しかしながら、ラックたちを回収した時点で、初期の復興作業の完了が確認できている。
これはゴーズ家が「ティアン領の復興に向けて、相応の手間を掛けています」と主張しているのと同じであるし、直系の男子を保護している現場も見ているのだ。
ゴーズ家の当主の胸の内がどうであれ、外から状況を見ているルウィンの判断は極めて妥当なモノであった。

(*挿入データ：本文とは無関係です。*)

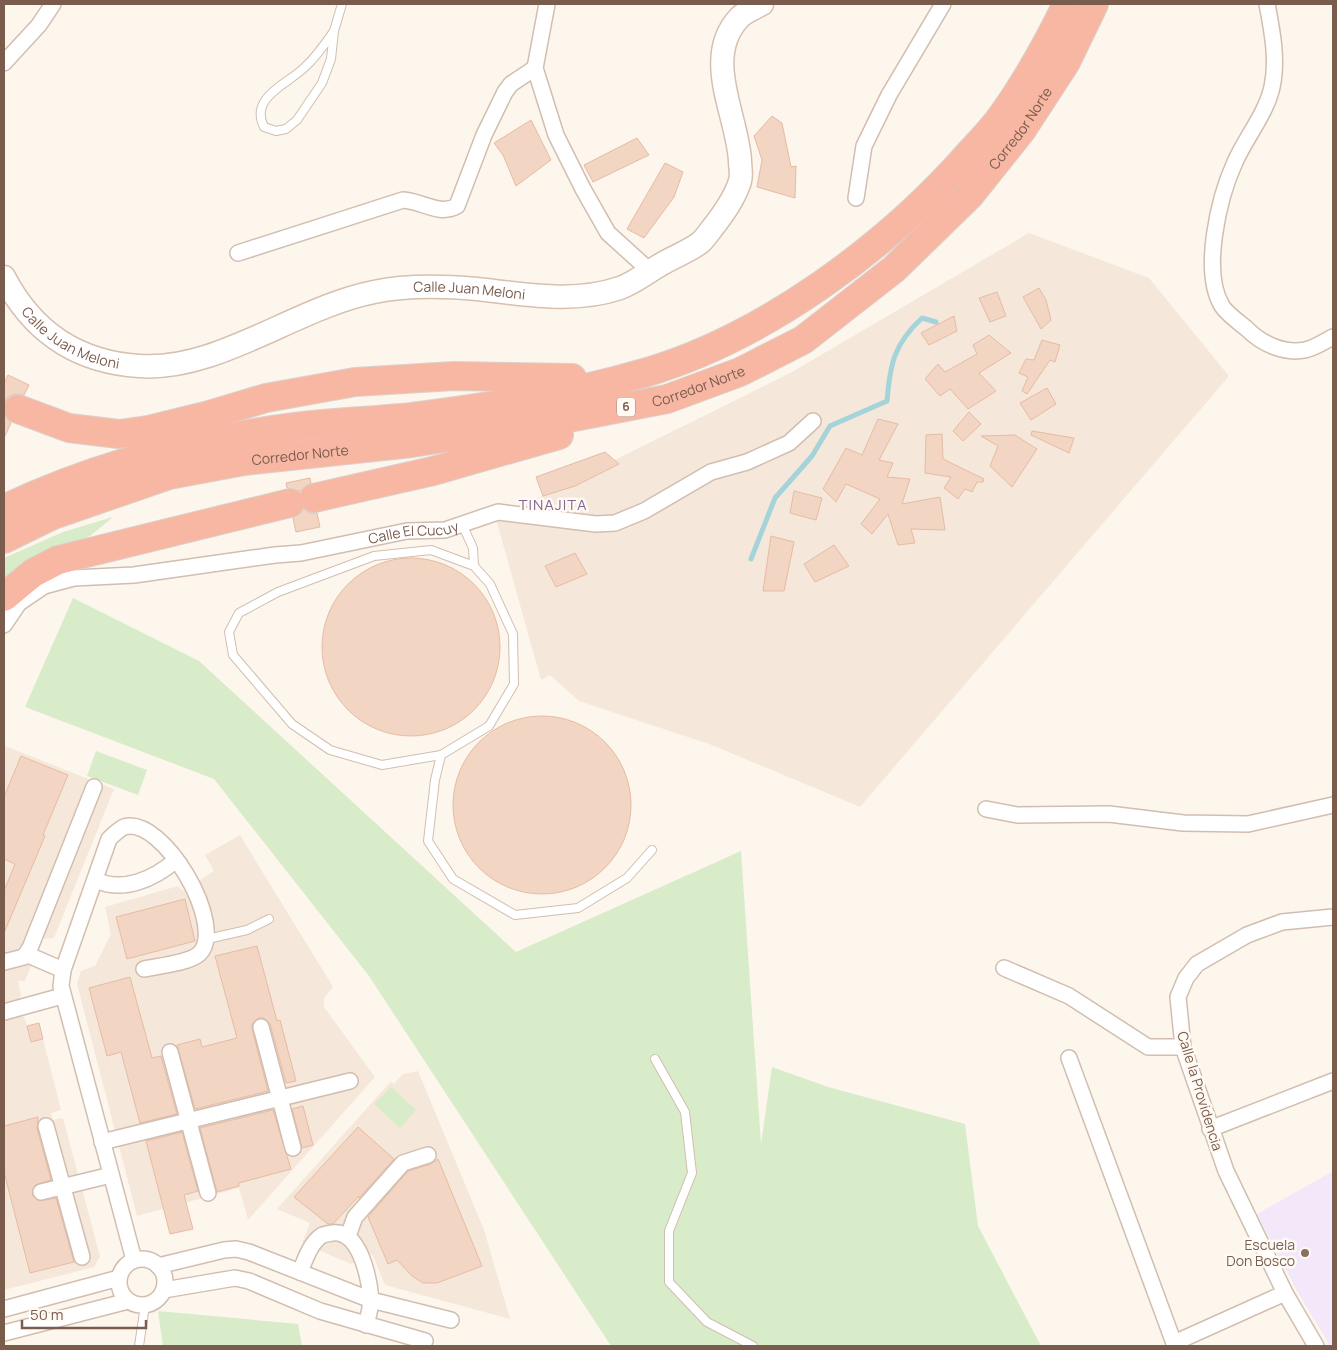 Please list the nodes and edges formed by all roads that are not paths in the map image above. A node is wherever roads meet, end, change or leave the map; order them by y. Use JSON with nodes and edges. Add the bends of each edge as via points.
{"nodes":[{"id":1,"x":53,"y":4,"type":"edge"},
{"id":2,"x":342,"y":4,"type":"edge"},
{"id":3,"x":547,"y":4,"type":"edge"},
{"id":4,"x":762,"y":4,"type":"edge"},
{"id":5,"x":942,"y":4,"type":"edge"},
{"id":6,"x":1067,"y":4,"type":"edge"},
{"id":7,"x":1094,"y":4,"type":"edge"},
{"id":8,"x":1267,"y":4,"type":"edge"},
{"id":9,"x":334,"y":31,"type":"junction"},
{"id":10,"x":4,"y":63,"type":"edge"},
{"id":11,"x":536,"y":68,"type":"junction"},
{"id":12,"x":856,"y":198,"type":"dead end"},
{"id":13,"x":238,"y":253,"type":"dead end"},
{"id":14,"x":650,"y":271,"type":"junction"},
{"id":15,"x":4,"y":277,"type":"edge"},
{"id":16,"x":1333,"y":338,"type":"edge"},
{"id":17,"x":646,"y":373,"type":"junction"},
{"id":18,"x":667,"y":398,"type":"junction"},
{"id":19,"x":18,"y":409,"type":"dead end"},
{"id":20,"x":813,"y":421,"type":"dead end"},
{"id":21,"x":4,"y":509,"type":"edge"},
{"id":22,"x":462,"y":524,"type":"junction"},
{"id":23,"x":4,"y":539,"type":"edge"},
{"id":24,"x":474,"y":566,"type":"junction"},
{"id":25,"x":4,"y":597,"type":"edge"},
{"id":26,"x":4,"y":624,"type":"edge"},
{"id":27,"x":441,"y":755,"type":"junction"},
{"id":28,"x":94,"y":787,"type":"dead end"},
{"id":29,"x":1333,"y":805,"type":"edge"},
{"id":30,"x":986,"y":809,"type":"dead end"},
{"id":31,"x":652,"y":850,"type":"dead end"},
{"id":32,"x":176,"y":860,"type":"junction"},
{"id":33,"x":96,"y":880,"type":"junction"},
{"id":34,"x":1333,"y":917,"type":"edge"},
{"id":35,"x":269,"y":919,"type":"dead end"},
{"id":36,"x":207,"y":939,"type":"junction"},
{"id":37,"x":26,"y":954,"type":"junction"},
{"id":38,"x":4,"y":962,"type":"edge"},
{"id":39,"x":1004,"y":968,"type":"dead end"},
{"id":40,"x":144,"y":969,"type":"dead end"},
{"id":41,"x":62,"y":970,"type":"junction"},
{"id":42,"x":62,"y":996,"type":"junction"},
{"id":43,"x":4,"y":1012,"type":"edge"},
{"id":44,"x":261,"y":1027,"type":"dead end"},
{"id":45,"x":1183,"y":1047,"type":"junction"},
{"id":46,"x":170,"y":1052,"type":"dead end"},
{"id":47,"x":1069,"y":1058,"type":"dead end"},
{"id":48,"x":655,"y":1059,"type":"dead end"},
{"id":49,"x":350,"y":1081,"type":"dead end"},
{"id":50,"x":1333,"y":1081,"type":"edge"},
{"id":51,"x":280,"y":1098,"type":"junction"},
{"id":52,"x":188,"y":1121,"type":"junction"},
{"id":53,"x":46,"y":1126,"type":"dead end"},
{"id":54,"x":1210,"y":1129,"type":"junction"},
{"id":55,"x":102,"y":1142,"type":"junction"},
{"id":56,"x":293,"y":1148,"type":"dead end"},
{"id":57,"x":428,"y":1155,"type":"dead end"},
{"id":58,"x":111,"y":1175,"type":"junction"},
{"id":59,"x":62,"y":1187,"type":"junction"},
{"id":60,"x":41,"y":1192,"type":"dead end"},
{"id":61,"x":208,"y":1193,"type":"dead end"},
{"id":62,"x":348,"y":1236,"type":"junction"},
{"id":63,"x":82,"y":1257,"type":"dead end"},
{"id":64,"x":134,"y":1260,"type":"junction"},
{"id":65,"x":158,"y":1266,"type":"junction"},
{"id":66,"x":300,"y":1272,"type":"junction"},
{"id":67,"x":119,"y":1278,"type":"junction"},
{"id":68,"x":164,"y":1290,"type":"junction"},
{"id":69,"x":1285,"y":1293,"type":"junction"},
{"id":70,"x":371,"y":1300,"type":"junction"},
{"id":71,"x":128,"y":1301,"type":"junction"},
{"id":72,"x":145,"y":1305,"type":"junction"},
{"id":73,"x":4,"y":1309,"type":"edge"},
{"id":74,"x":452,"y":1320,"type":"dead end"},
{"id":75,"x":366,"y":1325,"type":"junction"},
{"id":76,"x":4,"y":1333,"type":"edge"},
{"id":77,"x":425,"y":1341,"type":"dead end"},
{"id":78,"x":1175,"y":1345,"type":"edge"},
{"id":79,"x":139,"y":1346,"type":"edge"},
{"id":80,"x":753,"y":1346,"type":"edge"},
{"id":81,"x":1316,"y":1346,"type":"edge"}],
"edges":[{"from":1,"to":10,"type":"street","via":[[39,25]]},
{"from":2,"to":9,"type":"lane"},
{"from":3,"to":11,"type":"street"},
{"from":4,"to":14,"type":"main road","name":"Calle Juan Meloni","via":[[740,17],[722,53],[726,96],[739,145],[741,180],[725,212],[701,242]]},
{"from":5,"to":12,"type":"street","via":[[864,146]]},
{"from":6,"to":17,"type":"highway","name":"Corredor Norte","number":"6","via":[[1045,47],[1001,118],[948,178],[874,247],[786,308],[720,344]]},
{"from":7,"to":18,"type":"highway","name":"Corredor Norte","number":"6","via":[[1066,62],[1021,131],[970,195],[894,269],[803,340],[740,372]]},
{"from":8,"to":16,"type":"street","via":[[1274,43],[1272,87],[1260,118],[1235,162],[1222,201],[1214,226],[1212,274],[1222,306],[1259,341],[1279,349],[1305,350]]},
{"from":9,"to":9,"type":"lane","via":[[322,83],[297,120],[286,129],[276,131],[264,127],[260,119],[264,101],[304,69]]},
{"from":11,"to":13,"type":"street","via":[[511,84],[505,92],[484,135],[458,206],[443,211],[403,200]]},
{"from":11,"to":14,"type":"street","via":[[556,135],[582,189],[608,233]]},
{"from":14,"to":15,"type":"main road","name":"Calle Juan Meloni","via":[[621,287],[586,295],[548,297],[418,287],[373,292],[184,362],[140,367],[99,360],[66,346],[33,322]]},
{"from":17,"to":19,"type":"highway","via":[[568,378],[408,377],[355,382],[274,397],[200,418],[119,434],[69,428]]},
{"from":17,"to":21,"type":"highway","name":"Corredor Norte","number":"6","via":[[562,393],[482,407],[410,417],[297,426],[160,451],[43,490]]},
{"from":18,"to":23,"type":"highway","name":"Corredor Norte","number":"6","via":[[484,433],[244,461],[169,475],[53,515]]},
{"from":18,"to":25,"type":"highway","via":[[524,446],[433,471],[58,560],[33,573]]},
{"from":20,"to":22,"type":"street","name":"Calle El Cucuy","via":[[789,443],[747,462],[711,472],[644,511],[615,523],[596,524],[498,512]]},
{"from":22,"to":24,"type":"lane","via":[[474,548]]},
{"from":22,"to":26,"type":"street","name":"Calle El Cucuy","via":[[445,530],[407,531],[301,553],[134,575],[74,578],[44,586],[19,603]]},
{"from":24,"to":27,"type":"lane","via":[[490,584],[513,634],[514,684],[489,726]]},
{"from":24,"to":27,"type":"lane","via":[[431,550],[374,556],[278,592],[239,613],[229,632],[233,654],[292,724],[330,750],[382,765]]},
{"from":27,"to":31,"type":"lane","via":[[428,841],[453,879],[515,915],[578,908],[627,878]]},
{"from":28,"to":37,"type":"street"},
{"from":29,"to":30,"type":"street","via":[[1248,824],[1184,824],[1109,814],[1017,815]]},
{"from":32,"to":33,"type":"street","via":[[157,874],[138,882],[113,886]]},
{"from":32,"to":33,"type":"street","via":[[159,838],[138,827],[126,827],[109,839]]},
{"from":32,"to":36,"type":"street","via":[[201,904]]},
{"from":33,"to":41,"type":"street"},
{"from":34,"to":45,"type":"street","name":"Calle la Providencia","via":[[1282,922],[1247,935],[1197,964],[1186,978],[1178,998]]},
{"from":35,"to":36,"type":"lane","via":[[247,930]]},
{"from":36,"to":40,"type":"street","via":[[203,950],[193,959]]},
{"from":37,"to":38,"type":"street"},
{"from":37,"to":41,"type":"street"},
{"from":39,"to":45,"type":"street","via":[[1069,996],[1148,1047]]},
{"from":41,"to":42,"type":"street"},
{"from":42,"to":43,"type":"street"},
{"from":42,"to":55,"type":"street"},
{"from":44,"to":51,"type":"street"},
{"from":45,"to":54,"type":"street","name":"Calle la Providencia"},
{"from":46,"to":52,"type":"street"},
{"from":47,"to":78,"type":"street"},
{"from":48,"to":80,"type":"lane","via":[[686,1112],[692,1173],[669,1231],[669,1282],[707,1322]]},
{"from":49,"to":51,"type":"street"},
{"from":50,"to":54,"type":"street"},
{"from":51,"to":52,"type":"street"},
{"from":51,"to":56,"type":"street"},
{"from":52,"to":55,"type":"street"},
{"from":52,"to":61,"type":"street"},
{"from":53,"to":59,"type":"street"},
{"from":54,"to":69,"type":"street","name":"Calle la Providencia","via":[[1236,1195]]},
{"from":55,"to":58,"type":"street"},
{"from":57,"to":62,"type":"street","via":[[403,1163],[355,1217]]},
{"from":58,"to":59,"type":"street"},
{"from":58,"to":64,"type":"street"},
{"from":59,"to":60,"type":"street"},
{"from":59,"to":63,"type":"street"},
{"from":62,"to":66,"type":"street","via":[[336,1232],[322,1235],[311,1247]]},
{"from":62,"to":70,"type":"street","via":[[362,1259]]},
{"from":64,"to":65,"type":"street","via":[[143,1259]]},
{"from":64,"to":67,"type":"street","via":[[122,1270]]},
{"from":65,"to":66,"type":"street","via":[[236,1250],[250,1252]]},
{"from":65,"to":68,"type":"street","via":[[163,1273]]},
{"from":66,"to":70,"type":"street"},
{"from":67,"to":71,"type":"street","via":[[120,1291]]},
{"from":67,"to":73,"type":"street"},
{"from":68,"to":72,"type":"street","via":[[160,1298]]},
{"from":68,"to":75,"type":"street","via":[[235,1278]]},
{"from":69,"to":78,"type":"street"},
{"from":69,"to":81,"type":"street","name":"Calle la Providencia"},
{"from":70,"to":74,"type":"street"},
{"from":70,"to":75,"type":"street"},
{"from":71,"to":72,"type":"street"},
{"from":71,"to":76,"type":"street"},
{"from":72,"to":79,"type":"lane"},
{"from":75,"to":77,"type":"street"}]} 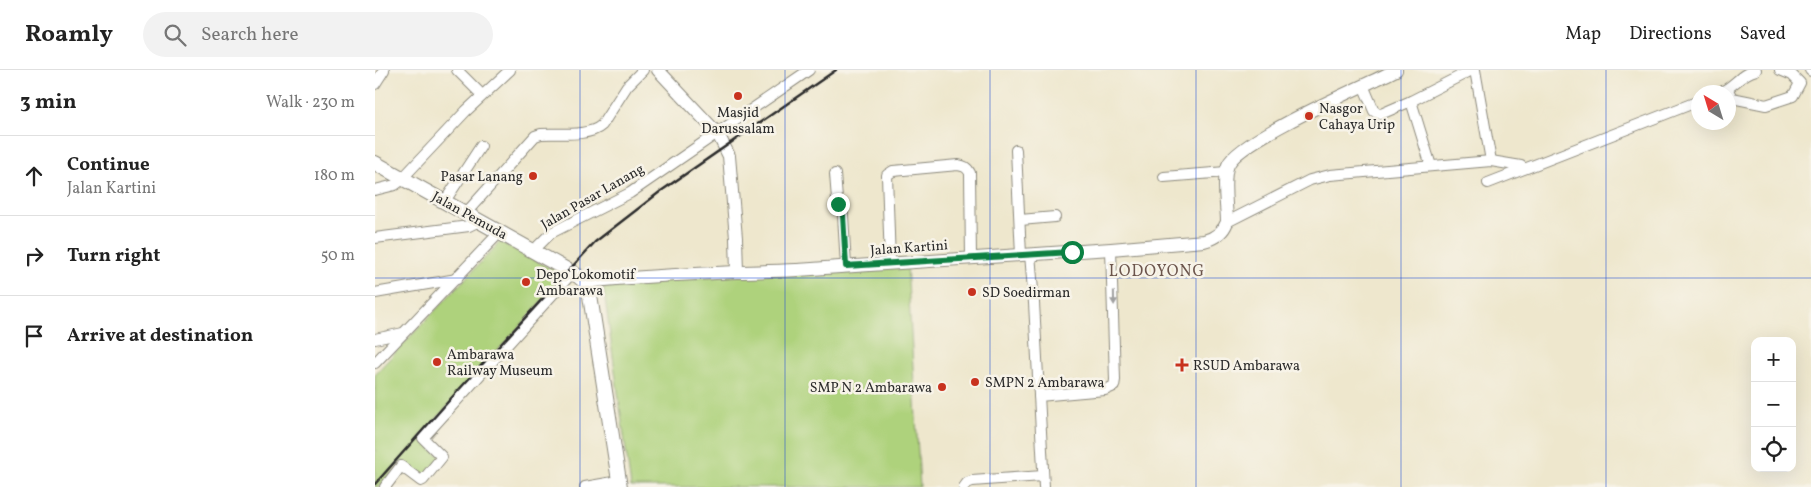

また、ルウィンがラックとの雑談からで新たに知った、人口増加状況の情報。
それからは三十年後の未来を想像した時、自然増で人口一万に届いていても全くおかしくないことを理解させられる。
自然増でそこまでとなれば、別途移住希望者が大量に流れ込んでくることもあり得る。
そんな未来にはラックは隠居し、クーガの代になっているかもしれない。
ゴーズ家を頂点としてゴーズ領と配下のガンダ領の人口も加えれば、三万~五万の規模に膨れ上がっているかもしれない。
もし、それが実現すれば、伯爵家の規模に届こうかというレベルだ。
ゴーズ領は領地の場所が最前線の地でもあるから、状況次第ではこの国に五つ目の辺境伯家、即ち、“北東部辺境伯”なるものが誕生する可能性だってあるのである。
ルウィンは「義妹のフランがこの家に嫁いでいて良かった」と、心の底から思う。
そして、「父の当時の判断を自分ならできたのか?」と考えると、「まだまだ現当主から学ぶべきことが多い」と自覚して、身が引き締まる思いになったりするのであった。
エルガイ村の領主用の館に到着した四人は、屋敷の維持で最低限在住しているゴーズ家の直臣に世話になり、一晩の時を過ごす。
だが、ラックはこの屋敷にもある専用の自室に一人で入った後は、直ぐにテレポートでガンダ村、トランザ村へと順次移動し、状況認識の共有化を行う。
ラックが最初に向かったガンダ村のリティシアの元には、フリーダ村から情報が届いていた。
その情報の中にはティアン家の娘の件があり、ゴーズ家の当主はティアン家の生き残りがブレッド君だけではないことを知るのだった。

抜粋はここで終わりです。